Settling Velocity and Grain Shape of Maerl Biogenic Gravel

Abstract

Abstract The importance of a grain-size-dependent shape metric, convexity, for determining the unusual settling velocity characteristics of maerl, a variety of unattached coralline algae, has been quantified by modeling of settling-tube data. A modification of the general settling-velocity equation of Ferguson and Church (2004), involving a dependence of the drag coefficient-related constant, C2, on grain size, produces a satisfactory fit to the experimental observations. For a given grain size and at Reynolds numbers greater than ∼ 220, maerl grains experience greater drag than is predicted for natural quartz grains by Ferguson and Church (2004) because of this grain-size-dependent roughness. Subsequent detailed measurements of maerl grain shape using microscopic image analysis confirm a strong positive linear relationship between grain roughness, quantified by the reciprocal of convexity, and grain size. This departure from the ideal settling characteristics of siliciclastic gravel is hypothesized to explain the observed propensity of maerl, under suitable hydrodynamic conditions, to form beach deposits with a low percentage of sand. Maerl samples from three different sedimentary environments (open marine, intertidal, and beach) exhibit different linear relationships between roughness and grain size, probably resulting from different degrees of abrasion due to a combination of different wave climates and transport histories.
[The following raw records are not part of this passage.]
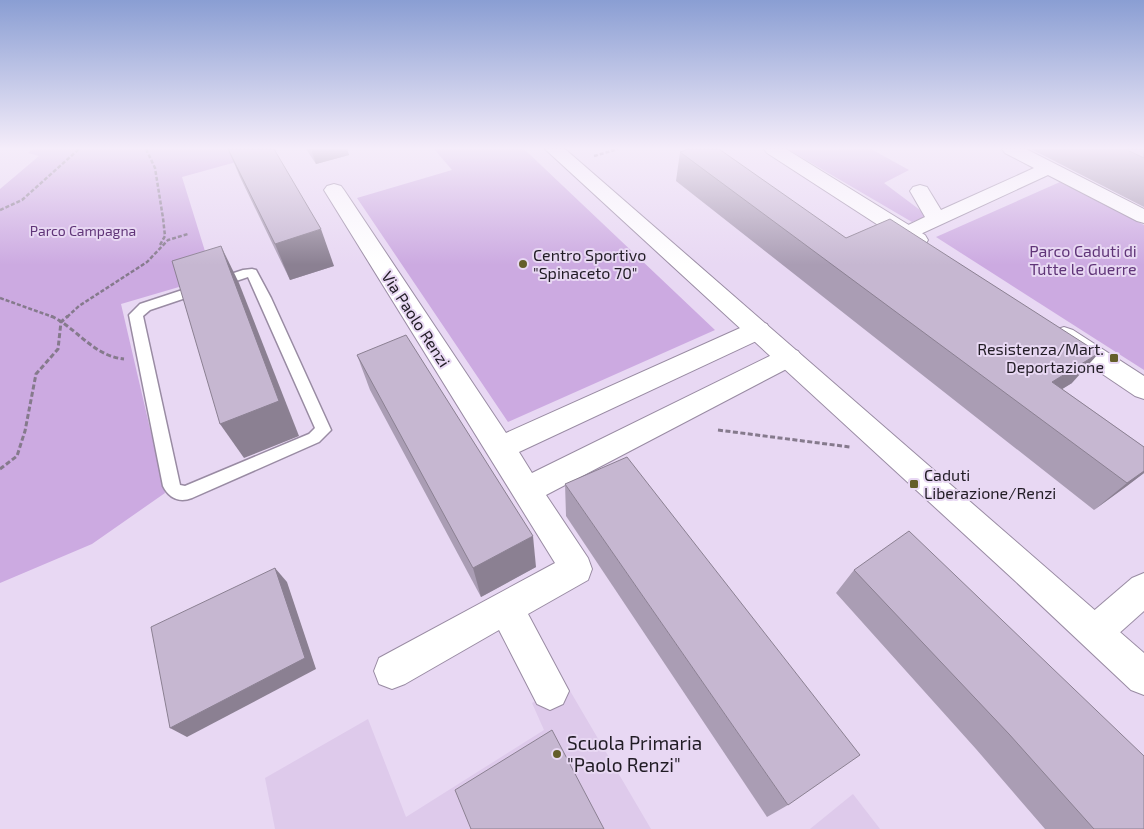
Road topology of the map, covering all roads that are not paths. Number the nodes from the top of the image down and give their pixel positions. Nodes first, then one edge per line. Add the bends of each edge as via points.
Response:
1 (601, 188) edge
2 (835, 188) edge
3 (1006, 188) edge
4 (1088, 188) edge
5 (334, 190) dead end
6 (920, 192) dead end
7 (1144, 216) edge
8 (937, 219) junction
9 (907, 233) junction
10 (932, 249) edge
11 (265, 298) joint
12 (1046, 324) edge
13 (758, 330) junction
14 (789, 357) junction
15 (1144, 389) edge
16 (500, 448) junction
17 (527, 490) junction
18 (1144, 589) edge
19 (506, 608) junction
20 (1095, 632) junction
21 (1141, 669) edge
22 (392, 672) dead end
23 (550, 691) dead end

1 - 13 street
2 - 9 street
3 - 8 street
4 - 7 street
5 - 16 street, Via Paolo Renzi
6 - 8 street
8 - 9 street
9 - 10 street
11 - 11 lane via 252,273 248,273 145,307 136,315 171,486 176,492 186,493 259,463 314,438 323,430
12 - 15 street
13 - 14 street
13 - 16 street
14 - 17 street
14 - 20 street
16 - 17 street, Via Paolo Renzi
17 - 19 street, Via Paolo Renzi via 576,569
18 - 20 street
19 - 22 street, Via Paolo Renzi
19 - 23 street
20 - 21 street

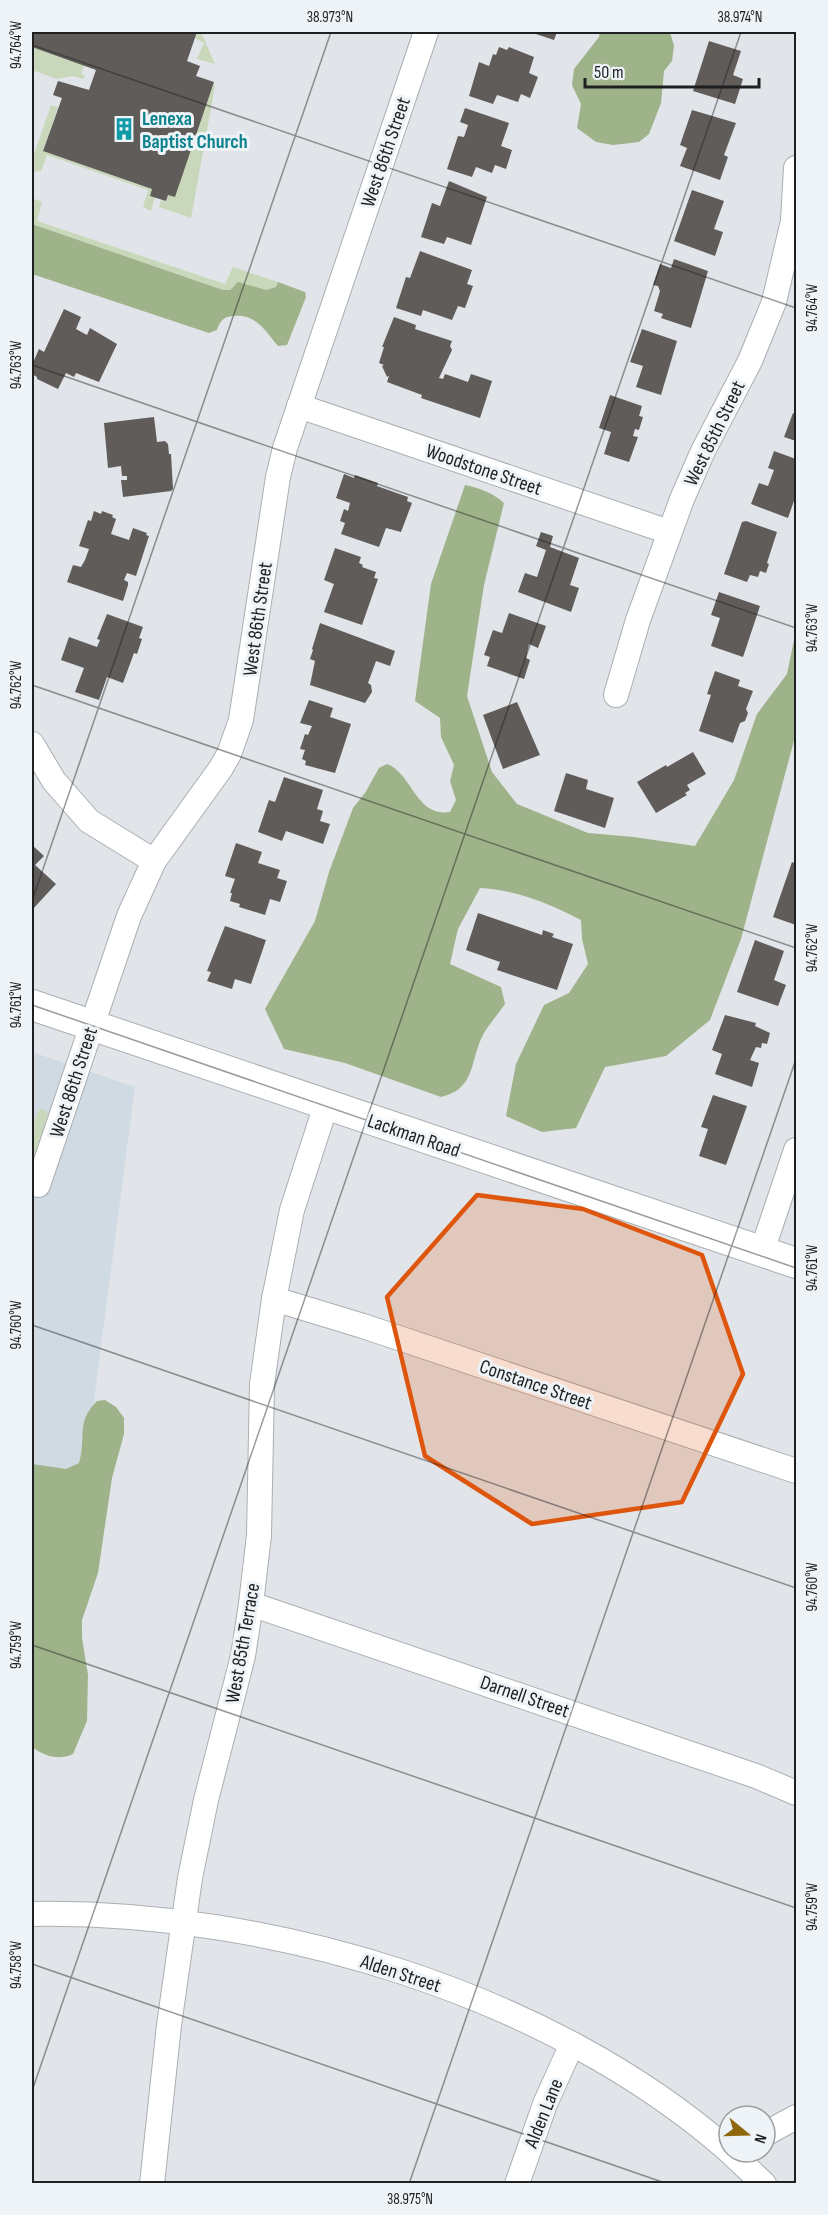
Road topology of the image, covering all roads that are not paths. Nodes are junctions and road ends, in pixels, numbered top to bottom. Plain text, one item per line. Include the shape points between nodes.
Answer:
1 (426, 32) edge
2 (796, 168) edge
3 (299, 406) junction
4 (669, 532) junction
5 (616, 694) dead end
6 (32, 744) edge
7 (154, 861) junction
8 (32, 1005) edge
9 (92, 1025) junction
10 (326, 1105) junction
11 (796, 1150) edge
12 (38, 1185) dead end
13 (762, 1251) junction
14 (796, 1263) edge
15 (274, 1299) junction
16 (796, 1471) edge
17 (251, 1604) junction
18 (796, 1794) edge
19 (32, 1914) edge
20 (184, 1924) junction
21 (572, 2044) junction
22 (796, 2117) edge
23 (777, 2127) edge
24 (717, 2140) edge
25 (743, 2164) edge
26 (152, 2184) edge
27 (517, 2184) edge
28 (764, 2184) edge

1 - 3 street, West 86th Street
2 - 4 street, West 85th Street via 793,221 774,302
3 - 4 street, Woodstone Street
3 - 7 street, West 86th Street via 278,477 241,720 221,768
4 - 5 street, West 85th Street
6 - 7 street via 54,781 89,821
7 - 9 street, West 86th Street via 129,916
8 - 9 main road, Lackman Road
9 - 10 main road, Lackman Road
9 - 12 street, West 86th Street
10 - 13 main road, Lackman Road
10 - 15 street, West 85th Terrace via 292,1210
11 - 13 street
13 - 14 main road, Lackman Road
15 - 16 street, Constance Street
15 - 17 street, West 85th Terrace via 262,1384 259,1535
17 - 18 street, Darnell Street via 756,1776
17 - 20 street, West 85th Terrace via 243,1656 206,1800
19 - 20 street, Alden Street
20 - 21 street, Alden Street via 321,1948 412,1975 500,2008
20 - 26 street, West 85th Terrace
21 - 24 street, Alden Street via 642,2084
21 - 27 street, Alden Lane via 545,2104
22 - 23 street
25 - 28 street, Alden Street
This spatial variability in grain texture suggests that a general equation for maerl settling velocity is not possible. However, for maerl, and other branched sediment types, it may only be necessary to measure the convexity of the middle and largest size fractions to estimate the linear variation of C2 with grain size, resulting in an accurate estimate of the settling-velocity curve. In the broader context of physical sedimentology, our results indicate that, over a range of bottom current conditions between 200 and 250 mm s−1, where the settling curve of maerl is flat and grain-size invariant relative to siliciclastic sediment, a larger part of the maerl grain-size distribution can remain in suspension compared to the siliciclastic sediment. This contrast in physical properties may be an effective process for the spatial separation of coarse siliciclastic and biogenic sediment.